> Problem requirements: In the entries below, find the line containing "pinky tip: (623, 870)" and the line containing "middle tip: (934, 1133)". Copy those two lines and everything between them exactly, and only that.
· · ·
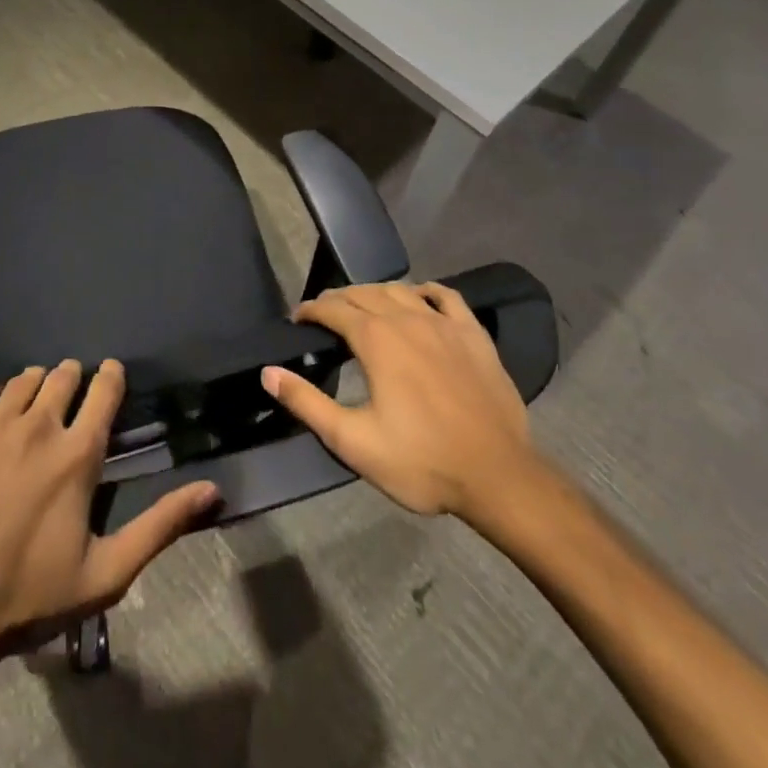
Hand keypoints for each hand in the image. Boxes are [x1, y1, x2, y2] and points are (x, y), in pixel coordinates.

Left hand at [0, 359, 217, 662]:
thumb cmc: (27, 595)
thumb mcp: (105, 575)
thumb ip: (160, 527)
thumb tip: (212, 490)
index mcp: (77, 454)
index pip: (104, 391)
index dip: (112, 376)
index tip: (112, 373)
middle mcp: (38, 425)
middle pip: (62, 376)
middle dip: (72, 377)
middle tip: (71, 390)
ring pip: (21, 380)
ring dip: (34, 384)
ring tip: (33, 401)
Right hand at [262, 282, 534, 518]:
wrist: (498, 477)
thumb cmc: (421, 462)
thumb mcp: (353, 442)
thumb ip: (307, 403)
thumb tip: (269, 373)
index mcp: (376, 340)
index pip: (333, 309)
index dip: (311, 310)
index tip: (297, 319)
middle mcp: (407, 319)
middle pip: (364, 293)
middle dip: (338, 298)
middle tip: (324, 314)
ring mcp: (444, 323)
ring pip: (401, 290)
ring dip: (375, 292)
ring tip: (363, 306)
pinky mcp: (473, 334)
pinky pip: (446, 296)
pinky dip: (425, 291)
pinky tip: (419, 298)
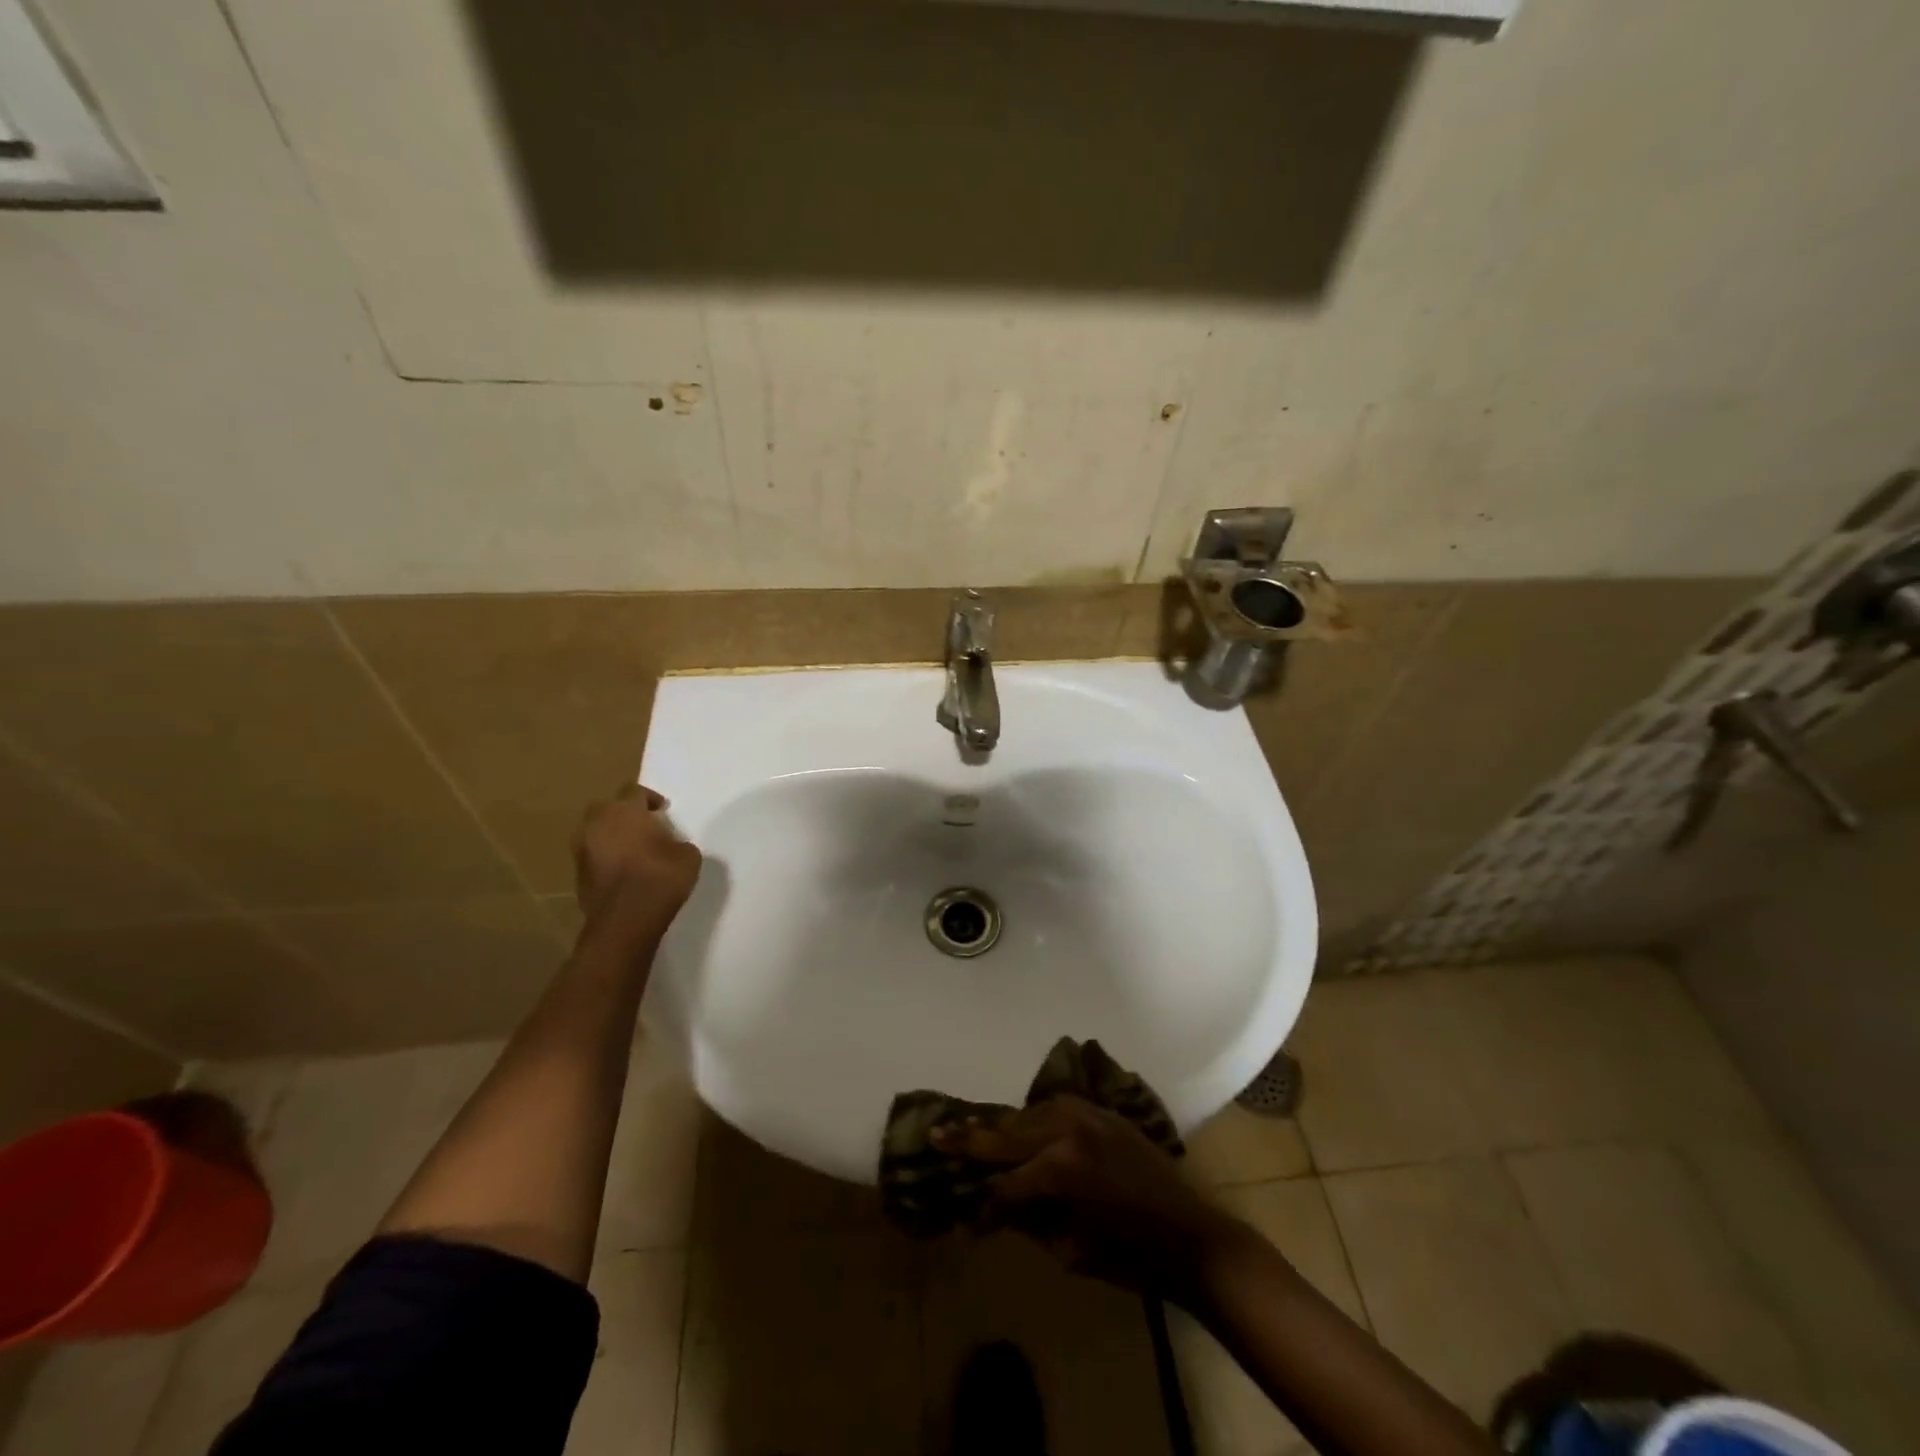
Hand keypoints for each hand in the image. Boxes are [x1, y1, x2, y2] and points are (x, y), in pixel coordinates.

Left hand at [572, 784, 702, 947]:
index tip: (663, 810)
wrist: (625, 922)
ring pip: (596, 831)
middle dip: (624, 812)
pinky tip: (623, 870)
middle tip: (643, 825)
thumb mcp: (688, 856)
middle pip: (608, 807)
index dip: (650, 798)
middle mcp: (598, 823)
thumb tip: (669, 846)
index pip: (634, 790)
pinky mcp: (577, 873)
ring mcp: (582, 849)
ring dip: (611, 835)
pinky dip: (605, 857)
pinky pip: (592, 854)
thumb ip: (677, 842)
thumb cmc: (661, 879)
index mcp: (625, 811)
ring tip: (632, 849)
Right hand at [934, 1095, 1250, 1302]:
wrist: (1190, 1234)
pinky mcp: (1100, 1112)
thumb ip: (1030, 1219)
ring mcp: (1085, 1114)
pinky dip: (1032, 1117)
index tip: (968, 1223)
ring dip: (1000, 1126)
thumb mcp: (1070, 1249)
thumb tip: (1000, 1204)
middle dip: (969, 1140)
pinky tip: (1018, 1125)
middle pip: (1006, 1135)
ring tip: (968, 1129)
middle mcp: (1067, 1131)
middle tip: (934, 1133)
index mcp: (1059, 1169)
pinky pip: (1055, 1107)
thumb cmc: (1130, 1255)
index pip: (1005, 1185)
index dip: (984, 1206)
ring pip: (1027, 1114)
· · ·
> Solution to this exercise:
pinky tip: (623, 870)
middle tip: (643, 825)
thumb mcp: (688, 856)
middle pip: (608, 807)
index dip: (650, 798)
middle mcp: (598, 823)
thumb tip: (669, 846)
index pip: (634, 790)
pinky mcp: (577, 873)
ring mcp: (582, 849)
ring dip: (611, 835)
pinky dip: (605, 857)
pinky pip: (592, 854)
thumb ip: (677, 842)
thumb cmc: (661, 879)
index mcp: (625, 811)
ring tip: (632, 849)
Right hand at [934, 1095, 1250, 1302]:
wrist: (1190, 1234)
pinky mcp: (1100, 1112)
thumb ip: (1030, 1219)
ring mcp: (1085, 1114)
pinky dip: (1032, 1117)
index tip: (968, 1223)
ring dip: (1000, 1126)
thumb mcp: (1070, 1249)
thumb tip: (1000, 1204)
middle dip: (969, 1140)
pinky tip: (1018, 1125)
middle pip: (1006, 1135)
ring tip: (968, 1129)
middle mcp: (1067, 1131)
middle tip: (934, 1133)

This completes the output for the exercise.